- [What to work on] Count the lines below that include the word "Sinsay", then give that number and no other words.
*** Data section ***
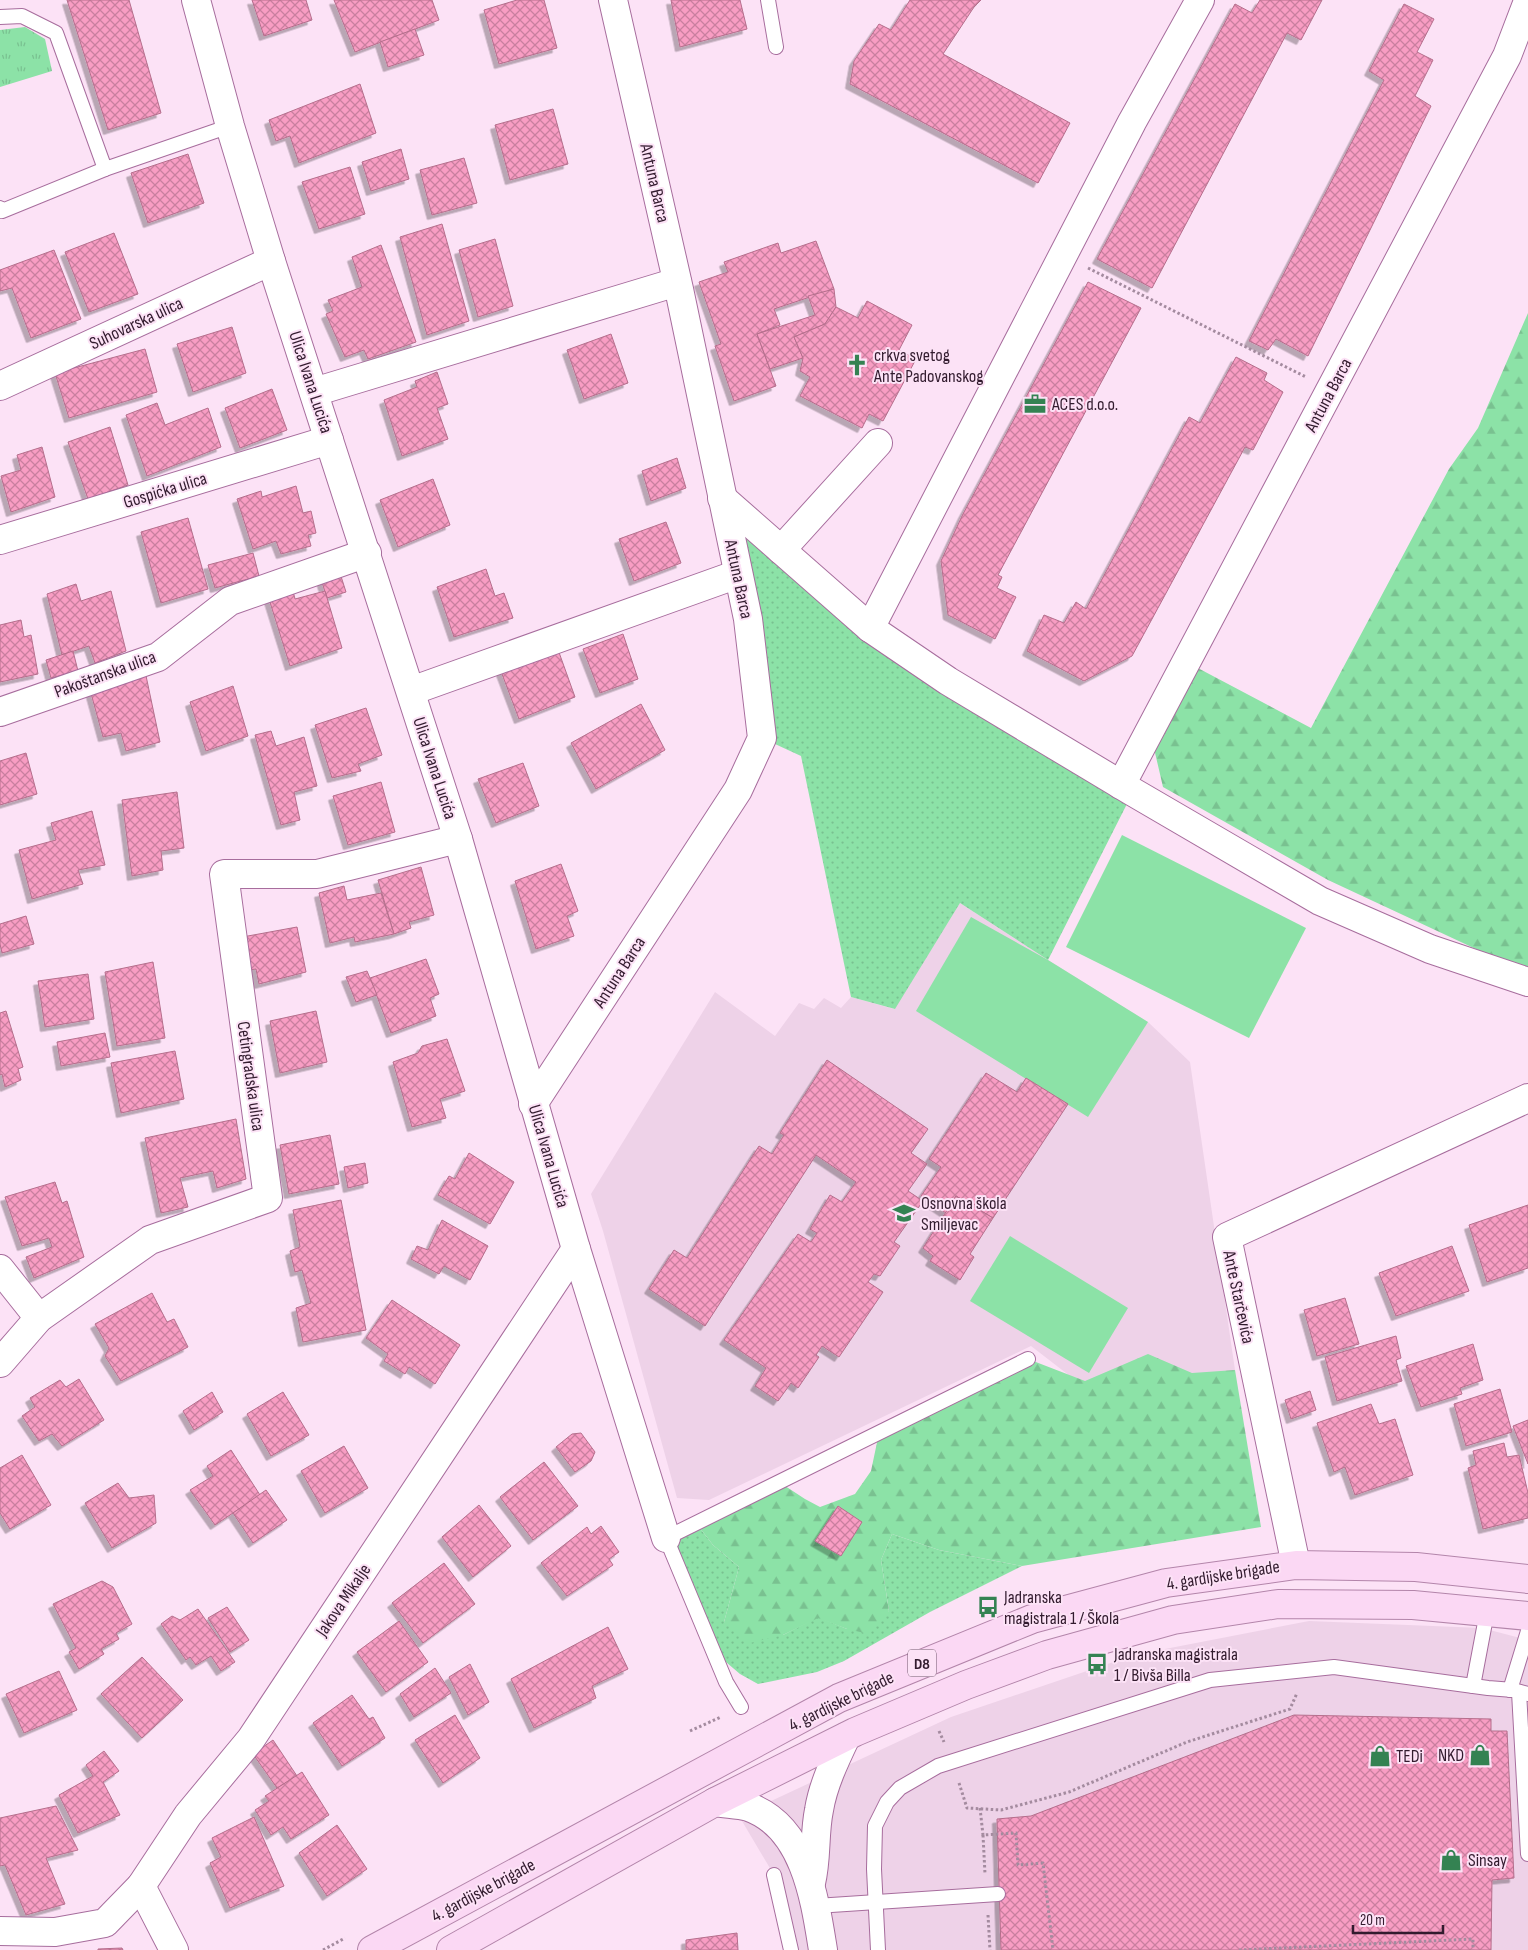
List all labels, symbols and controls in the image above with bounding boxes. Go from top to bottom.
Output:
street label: Antuna Barca [635,141,674,225]
street label: Suhovarska ulica [86,293,186,354]
street label: Ulica Ivana Lucića [284,328,337,436]
place label: crkva svetog Ante Padovanskog [873,345,983,387]
church icon: crkva svetog Ante Padovanskog [844,352,870,378]
street label: Antuna Barca [1300,355,1357,436]
office icon: ACES d.o.o. [1022,391,1048,417]
place label: ACES d.o.o. [1051,394,1118,415]
street label: Gospićka ulica [121,468,209,513]
street label: Antuna Barca [720,537,757,621]
street label: Pakoštanska ulica [52,646,159,703]
street label: Ulica Ivana Lucića [408,714,461,822]
street label: Antuna Barca [588,933,650,1012]
street label: Cetingradska ulica [232,1020,269,1132]
street label: Ulica Ivana Lucića [524,1102,573,1210]
place label: Osnovna škola Smiljevac [921,1193,1007,1235]
school or university icon: Osnovna škola Smiljevac [891,1200,917,1226]
street label: Ante Starčevića [1218,1248,1259,1346]
street label: 4. gardijske brigade [1165,1556,1281,1595]
street label: Jakova Mikalje [311,1560,375,1641]
place label: Jadranska magistrala 1 / Škola [1003,1587,1119,1629]
bus stop icon: Jadranska magistrala 1 / Škola [975,1594,1001,1620]
place label: Jadranska magistrala 1 / Bivša Billa [1113,1644,1238,1686]
road number: D8 [908,1650,936,1676]
bus stop icon: Jadranska magistrala 1 / Bivša Billa [1084,1651,1110,1677]
street label: 4. gardijske brigade [785,1667,897,1736]
shop icon: NKD [1467,1742,1493,1768]
shop icon: TEDi [1367,1743,1393,1769]
place label: NKD [1438,1745,1464,1766]
place label: TEDi [1396,1746,1423,1767]
shop icon: Sinsay [1438,1847,1464,1873]
place label: Sinsay [1468,1850,1507,1871]
street label: 4. gardijske brigade [428,1854,539,1927]
scale bar [1353,1902,1443,1934]
text: 20 m [1360,1911,1385,1930]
***
- [Expected output] 2